Великое искусство редко, единично, разрозненно, прерывисто и неповторимо. Его очень мало, и его влияние на людей преувеличено.
На большинство людей влияет не это уникальное искусство, а искусство широко распростра-няемое, захватывающее население, проникающее в жилища, формирующее мировоззрение, управляющее жизнью человека теми же недостойными способами, какими пользуются церковь, реклама, продажная печать, школа, общественное мнение.
Это ничтожное искусство верно служит реакционному обществу, и сквозь него, сквозь жизнь, полную условностей, неестественности, несправедливости и лжи, великому художнику иногда удается прорваться, оторваться от своего времени, от его требований, от его прихотей, от его потребностей, вырваться и бросить в лицо обществу стих, облитый горечью и злостью.
Тогда создаются "Прометей", "Ад", "Страшный суд", "Гамлет", "Гулливер", "Героическая симфония", произведения Байрона и Гейне, Бальзака, Гоголя, Достоевского, Льва Толстого, Вагнера, Врубеля, Пикассо и Пастернака.
Образ мира в искусстве так редко осуществим, потому что этому сопротивляется всесильное общество, обваливающееся на художника своими армией, церковью, рекламой, карательными органами, соблазнами, прессой, мнением.

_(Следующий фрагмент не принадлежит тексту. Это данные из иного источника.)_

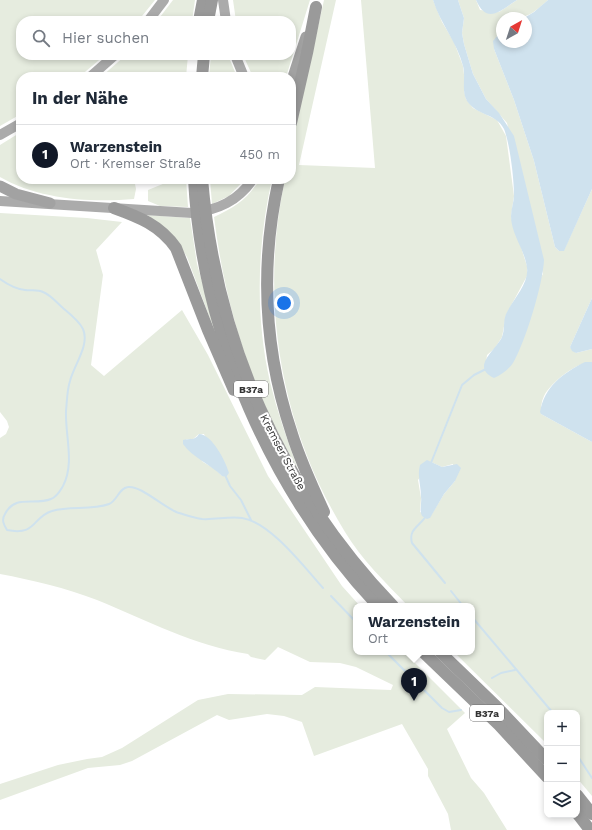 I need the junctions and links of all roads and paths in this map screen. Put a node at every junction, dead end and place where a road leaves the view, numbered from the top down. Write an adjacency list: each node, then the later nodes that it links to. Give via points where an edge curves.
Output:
1 (164, 0): 6 (main road)
2 (202, 0): 7 (highway)
3 (212, 0): 8 (highway)
4 (223, 0): 9 (main road)
5 (317, 4): 18 (highway); 19 (highway)
6 (152, 16)
7 (200, 16)
8 (209, 16)
9 (225, 16)
10 (109, 60): 14 (main road)
11 (196, 60): 15 (highway)
12 (204, 60): 16 (highway)
13 (237, 60): 17 (main road)
14 (96, 72)
15 (194, 72)
16 (202, 72)
17 (242, 72)
18 (295, 72)
19 (296, 102)
20 (16, 126): 21 (main road)
21 (0, 135)
22 (195, 184): 28 (highway, Kremser Straße / B37a)
23 (202, 184): 28 (highway, Kremser Straße / B37a)
24 (250, 184): 30 (main road, via 232,201 212,210 178,213)
25 (278, 184): 33 (highway, via 267,267 272,354 292,434)
26 (0, 186): 29 (highway, via 16,194)
27 (0, 201): 29 (main road)
28 (200, 201): 31 (highway, Kremser Straße / B37a)
29 (50, 203): 30 (main road)
30 (114, 208): 32 (highway, via 152,224 176,248 227,374 271,459)
31 (202, 223): 32 (highway, Kremser Straße / B37a, via 210,289 227,348 247,401); 33 (highway, Kremser Straße / B37a, via 239,357 265,421 294,476)
32 (279, 469): 34 (highway, Kremser Straße / B37a, via 311,520)
33 (336, 539): 34 (highway, Kremser Straße / B37a)
34 (354, 570): 35 (highway, Kremser Straße / B37a); 36 (highway, Kremser Straße / B37a)
35 (376, 603)
36 (390, 603)
37 (426, 655): 40 (highway, B37a, via 494,720)
38 (443, 655): 39 (highway, B37a)
39 (544, 757)
40 (544, 774)
41 (580, 799): 42 (highway)
42 (592, 814)
43 (580, 817): 44 (highway)
44 (590, 830)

Лишь художник, отраженный в своем творчестве, оказывается той частицей, по которой восстанавливается бытие его века.
Мы заблуждаемся, преувеличивая познавательное назначение искусства, думая, что важно именно это назначение и что из искусства мы узнаем о том, что такое скупец или страдающая женщина, или бедный чиновник, или лицемер, или патриот. Все это иллюзия. В действительности, мы знаем не скупца, не страдающую женщину, не бедного чиновника, не лицемера, не патриота. Из художественного произведения мы узнаем, что думает о скупце Мольер, какой видит страдающую женщину Гете, каким представляет себе бедного чиновника Гоголь, что знает о лицемере Свифт, какие мысли о патриоте переполняют мозг М. А. Шолохова.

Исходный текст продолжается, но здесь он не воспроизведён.